_Task to complete_: Please copy, character for character, each line from the beginning of the listing to the line containing "index dip: (874, 912)", including both.

_Data for the task_:

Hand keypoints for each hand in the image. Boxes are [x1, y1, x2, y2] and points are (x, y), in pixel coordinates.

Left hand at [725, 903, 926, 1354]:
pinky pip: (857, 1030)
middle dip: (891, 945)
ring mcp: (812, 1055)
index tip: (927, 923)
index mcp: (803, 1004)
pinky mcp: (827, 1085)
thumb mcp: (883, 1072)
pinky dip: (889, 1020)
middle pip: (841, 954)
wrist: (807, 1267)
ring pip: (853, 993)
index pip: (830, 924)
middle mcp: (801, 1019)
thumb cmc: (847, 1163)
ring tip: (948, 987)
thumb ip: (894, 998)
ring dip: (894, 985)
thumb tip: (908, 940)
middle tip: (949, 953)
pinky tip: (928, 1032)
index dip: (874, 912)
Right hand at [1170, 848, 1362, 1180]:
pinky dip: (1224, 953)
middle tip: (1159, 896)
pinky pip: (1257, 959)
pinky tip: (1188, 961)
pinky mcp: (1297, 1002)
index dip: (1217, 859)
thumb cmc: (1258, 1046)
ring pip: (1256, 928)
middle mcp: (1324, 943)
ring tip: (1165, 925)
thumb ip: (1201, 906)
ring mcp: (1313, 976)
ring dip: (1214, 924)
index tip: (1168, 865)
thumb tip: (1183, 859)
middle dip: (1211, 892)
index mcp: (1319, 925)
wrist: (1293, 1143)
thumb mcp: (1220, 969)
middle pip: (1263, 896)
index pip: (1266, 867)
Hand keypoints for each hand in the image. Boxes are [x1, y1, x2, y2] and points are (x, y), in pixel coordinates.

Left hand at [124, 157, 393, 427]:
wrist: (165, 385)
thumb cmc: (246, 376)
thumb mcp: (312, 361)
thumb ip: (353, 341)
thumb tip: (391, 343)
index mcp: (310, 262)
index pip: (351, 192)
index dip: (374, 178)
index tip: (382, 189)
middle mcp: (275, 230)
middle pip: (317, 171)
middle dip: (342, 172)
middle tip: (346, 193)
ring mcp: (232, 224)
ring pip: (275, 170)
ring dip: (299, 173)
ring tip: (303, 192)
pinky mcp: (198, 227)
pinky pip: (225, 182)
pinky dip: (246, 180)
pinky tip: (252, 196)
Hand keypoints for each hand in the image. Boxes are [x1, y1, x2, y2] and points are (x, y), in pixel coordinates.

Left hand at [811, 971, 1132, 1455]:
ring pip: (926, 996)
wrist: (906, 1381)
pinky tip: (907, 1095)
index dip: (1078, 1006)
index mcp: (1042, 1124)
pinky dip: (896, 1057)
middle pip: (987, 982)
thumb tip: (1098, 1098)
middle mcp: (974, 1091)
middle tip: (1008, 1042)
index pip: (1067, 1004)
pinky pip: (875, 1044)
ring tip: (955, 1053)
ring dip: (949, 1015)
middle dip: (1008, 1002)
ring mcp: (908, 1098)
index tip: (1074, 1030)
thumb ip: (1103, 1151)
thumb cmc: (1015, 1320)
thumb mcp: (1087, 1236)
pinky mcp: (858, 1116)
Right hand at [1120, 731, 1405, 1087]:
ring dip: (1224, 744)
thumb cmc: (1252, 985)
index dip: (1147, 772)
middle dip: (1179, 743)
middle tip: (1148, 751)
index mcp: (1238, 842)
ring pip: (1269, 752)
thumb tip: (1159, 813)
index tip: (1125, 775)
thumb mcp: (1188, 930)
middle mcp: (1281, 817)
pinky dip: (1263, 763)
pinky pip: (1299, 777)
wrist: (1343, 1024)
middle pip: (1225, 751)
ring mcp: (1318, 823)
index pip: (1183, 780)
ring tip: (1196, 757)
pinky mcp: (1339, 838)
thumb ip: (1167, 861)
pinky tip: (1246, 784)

_Result for this task_:
Hand keypoints for each hand in the image. Boxes are [x1, y1, x2, y2] and points are (x, y), in pixel coordinates.

Left hand at [725, 903, 926, 1354]:
pinky pip: (857, 1030)
middle dip: (891, 945)
ring mcp: (812, 1055)
index tip: (927, 923)
index mcp: (803, 1004)
pinky mcp: (827, 1085)
thumb mcp: (883, 1072)
pinky dip: (889, 1020)
middle pip: (841, 954)
wrist: (807, 1267)
ring pip: (853, 993)
index pip: (830, 924)
middle mcp: (801, 1019)
thumb cmc: (847, 1163)
ring tip: (948, 987)
thumb ip: (894, 998)
ring dip: (894, 985)
thumb tip: (908, 940)
middle tip: (949, 953)
pinky tip: (928, 1032)
index dip: (874, 912)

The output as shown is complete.